==== DATA PROVIDED

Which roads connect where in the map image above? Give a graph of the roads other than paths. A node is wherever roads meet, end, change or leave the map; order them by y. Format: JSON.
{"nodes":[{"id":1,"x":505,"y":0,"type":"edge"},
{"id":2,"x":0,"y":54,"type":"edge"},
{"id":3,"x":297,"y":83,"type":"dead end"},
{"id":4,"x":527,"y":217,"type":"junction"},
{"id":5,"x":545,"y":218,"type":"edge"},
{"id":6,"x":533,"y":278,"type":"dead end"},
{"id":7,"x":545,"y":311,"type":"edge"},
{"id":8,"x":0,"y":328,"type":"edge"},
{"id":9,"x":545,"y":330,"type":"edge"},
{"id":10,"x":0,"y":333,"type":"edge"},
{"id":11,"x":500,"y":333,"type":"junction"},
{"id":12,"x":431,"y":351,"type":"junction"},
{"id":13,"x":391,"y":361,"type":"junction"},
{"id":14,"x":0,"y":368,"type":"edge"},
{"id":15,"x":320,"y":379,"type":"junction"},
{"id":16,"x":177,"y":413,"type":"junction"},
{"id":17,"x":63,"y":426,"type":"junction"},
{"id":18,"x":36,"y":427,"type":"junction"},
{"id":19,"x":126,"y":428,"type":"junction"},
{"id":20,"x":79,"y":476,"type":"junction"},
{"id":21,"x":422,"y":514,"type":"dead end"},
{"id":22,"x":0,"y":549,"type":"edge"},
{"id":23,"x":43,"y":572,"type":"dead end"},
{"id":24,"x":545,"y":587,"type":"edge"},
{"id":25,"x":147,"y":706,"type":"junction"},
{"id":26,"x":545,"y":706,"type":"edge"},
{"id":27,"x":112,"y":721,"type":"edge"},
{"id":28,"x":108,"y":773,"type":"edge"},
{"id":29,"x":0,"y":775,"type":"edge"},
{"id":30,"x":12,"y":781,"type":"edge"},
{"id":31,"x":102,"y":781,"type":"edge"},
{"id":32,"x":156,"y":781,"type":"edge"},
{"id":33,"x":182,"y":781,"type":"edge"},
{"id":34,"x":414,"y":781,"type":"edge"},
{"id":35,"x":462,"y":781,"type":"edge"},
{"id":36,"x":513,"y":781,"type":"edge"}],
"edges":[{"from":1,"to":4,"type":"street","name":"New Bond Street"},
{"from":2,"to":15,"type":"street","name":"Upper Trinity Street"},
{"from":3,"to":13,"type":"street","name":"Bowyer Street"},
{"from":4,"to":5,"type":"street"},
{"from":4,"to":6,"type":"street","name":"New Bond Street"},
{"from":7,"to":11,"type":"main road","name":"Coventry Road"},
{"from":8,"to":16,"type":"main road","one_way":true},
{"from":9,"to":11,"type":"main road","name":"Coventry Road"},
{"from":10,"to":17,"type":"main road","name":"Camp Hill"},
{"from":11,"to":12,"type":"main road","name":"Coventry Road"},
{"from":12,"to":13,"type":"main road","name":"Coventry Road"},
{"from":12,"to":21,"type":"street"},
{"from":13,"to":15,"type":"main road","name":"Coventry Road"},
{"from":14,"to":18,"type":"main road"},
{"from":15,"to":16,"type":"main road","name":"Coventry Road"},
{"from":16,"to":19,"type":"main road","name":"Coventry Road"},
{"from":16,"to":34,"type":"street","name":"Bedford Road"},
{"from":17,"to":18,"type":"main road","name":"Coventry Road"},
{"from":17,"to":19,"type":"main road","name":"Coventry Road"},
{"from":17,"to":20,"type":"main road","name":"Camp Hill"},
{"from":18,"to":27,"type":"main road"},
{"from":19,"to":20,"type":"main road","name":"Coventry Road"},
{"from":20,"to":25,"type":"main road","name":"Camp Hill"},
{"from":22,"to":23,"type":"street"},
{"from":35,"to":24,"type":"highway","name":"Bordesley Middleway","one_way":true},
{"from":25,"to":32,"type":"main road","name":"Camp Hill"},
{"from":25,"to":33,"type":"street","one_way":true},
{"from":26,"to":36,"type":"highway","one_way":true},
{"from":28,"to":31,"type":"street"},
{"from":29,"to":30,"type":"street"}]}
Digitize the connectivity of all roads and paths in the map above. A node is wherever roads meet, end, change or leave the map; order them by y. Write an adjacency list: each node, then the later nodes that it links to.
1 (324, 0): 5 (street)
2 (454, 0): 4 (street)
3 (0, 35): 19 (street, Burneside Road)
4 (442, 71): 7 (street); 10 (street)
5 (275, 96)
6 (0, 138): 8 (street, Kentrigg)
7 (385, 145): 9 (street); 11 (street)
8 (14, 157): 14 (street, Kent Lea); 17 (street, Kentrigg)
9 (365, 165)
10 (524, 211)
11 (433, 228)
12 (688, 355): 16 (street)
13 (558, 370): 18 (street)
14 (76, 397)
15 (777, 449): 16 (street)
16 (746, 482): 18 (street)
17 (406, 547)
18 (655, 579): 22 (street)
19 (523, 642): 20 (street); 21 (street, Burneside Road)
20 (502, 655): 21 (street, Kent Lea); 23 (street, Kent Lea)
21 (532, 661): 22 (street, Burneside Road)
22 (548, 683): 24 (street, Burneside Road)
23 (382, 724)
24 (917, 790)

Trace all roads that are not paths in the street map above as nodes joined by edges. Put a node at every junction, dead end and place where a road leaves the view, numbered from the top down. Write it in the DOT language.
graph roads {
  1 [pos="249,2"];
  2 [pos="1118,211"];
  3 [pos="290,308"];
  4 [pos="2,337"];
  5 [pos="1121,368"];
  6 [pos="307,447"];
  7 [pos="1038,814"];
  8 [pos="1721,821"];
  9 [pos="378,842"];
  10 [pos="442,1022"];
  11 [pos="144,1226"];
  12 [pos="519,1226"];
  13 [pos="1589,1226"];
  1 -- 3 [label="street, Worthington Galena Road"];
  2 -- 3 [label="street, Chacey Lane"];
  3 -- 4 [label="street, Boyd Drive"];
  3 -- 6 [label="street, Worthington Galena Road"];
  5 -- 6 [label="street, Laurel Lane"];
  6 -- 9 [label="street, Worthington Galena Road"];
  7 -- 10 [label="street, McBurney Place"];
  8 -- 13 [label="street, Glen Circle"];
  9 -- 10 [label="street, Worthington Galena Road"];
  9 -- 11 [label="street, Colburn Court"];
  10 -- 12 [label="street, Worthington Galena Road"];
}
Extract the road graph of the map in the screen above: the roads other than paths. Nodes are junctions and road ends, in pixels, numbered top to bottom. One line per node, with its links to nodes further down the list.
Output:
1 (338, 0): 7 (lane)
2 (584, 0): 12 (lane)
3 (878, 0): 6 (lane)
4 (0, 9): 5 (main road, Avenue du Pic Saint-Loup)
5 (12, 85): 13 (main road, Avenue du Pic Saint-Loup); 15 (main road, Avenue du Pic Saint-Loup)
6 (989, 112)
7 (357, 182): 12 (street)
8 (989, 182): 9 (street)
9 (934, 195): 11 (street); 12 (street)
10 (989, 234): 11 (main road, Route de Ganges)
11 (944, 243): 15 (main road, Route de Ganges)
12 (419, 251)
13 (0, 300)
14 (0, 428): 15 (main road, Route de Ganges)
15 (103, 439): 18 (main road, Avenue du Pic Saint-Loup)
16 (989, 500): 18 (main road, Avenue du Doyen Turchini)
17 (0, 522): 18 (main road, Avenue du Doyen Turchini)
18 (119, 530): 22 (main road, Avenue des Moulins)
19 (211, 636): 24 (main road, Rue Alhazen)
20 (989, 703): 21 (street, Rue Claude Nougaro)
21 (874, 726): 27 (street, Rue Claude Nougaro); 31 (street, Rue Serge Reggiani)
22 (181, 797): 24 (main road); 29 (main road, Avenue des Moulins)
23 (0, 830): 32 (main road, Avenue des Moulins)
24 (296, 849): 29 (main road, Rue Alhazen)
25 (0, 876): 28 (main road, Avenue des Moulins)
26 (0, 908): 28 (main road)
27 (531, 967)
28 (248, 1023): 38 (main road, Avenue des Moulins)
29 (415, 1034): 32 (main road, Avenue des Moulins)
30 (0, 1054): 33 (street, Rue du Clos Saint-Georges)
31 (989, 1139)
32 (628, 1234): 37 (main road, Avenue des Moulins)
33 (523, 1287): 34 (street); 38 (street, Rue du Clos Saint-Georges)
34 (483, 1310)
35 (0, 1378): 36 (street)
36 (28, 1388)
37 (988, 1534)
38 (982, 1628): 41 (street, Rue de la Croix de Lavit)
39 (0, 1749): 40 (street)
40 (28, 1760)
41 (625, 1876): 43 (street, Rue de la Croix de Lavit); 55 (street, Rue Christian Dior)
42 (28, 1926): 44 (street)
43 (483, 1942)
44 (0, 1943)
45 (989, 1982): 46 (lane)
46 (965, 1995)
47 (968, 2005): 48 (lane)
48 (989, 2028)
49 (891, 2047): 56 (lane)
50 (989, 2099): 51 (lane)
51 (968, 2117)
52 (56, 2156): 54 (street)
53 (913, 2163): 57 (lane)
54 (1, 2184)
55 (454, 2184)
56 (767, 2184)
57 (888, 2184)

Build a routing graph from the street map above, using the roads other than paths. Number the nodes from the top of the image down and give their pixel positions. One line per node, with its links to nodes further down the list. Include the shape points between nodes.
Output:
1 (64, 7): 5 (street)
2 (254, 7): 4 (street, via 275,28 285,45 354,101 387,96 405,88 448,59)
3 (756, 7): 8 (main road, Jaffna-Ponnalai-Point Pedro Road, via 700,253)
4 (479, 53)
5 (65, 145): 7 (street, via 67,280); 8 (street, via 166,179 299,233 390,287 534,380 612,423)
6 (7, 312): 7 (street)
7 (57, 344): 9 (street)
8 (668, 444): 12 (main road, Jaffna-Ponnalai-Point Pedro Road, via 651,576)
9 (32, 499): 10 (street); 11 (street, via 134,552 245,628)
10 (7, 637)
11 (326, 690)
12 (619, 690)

========

State how many lines of the data above contain the word "Lavit", and include nothing other than that number.

_PROBLEM SOLUTION_:
2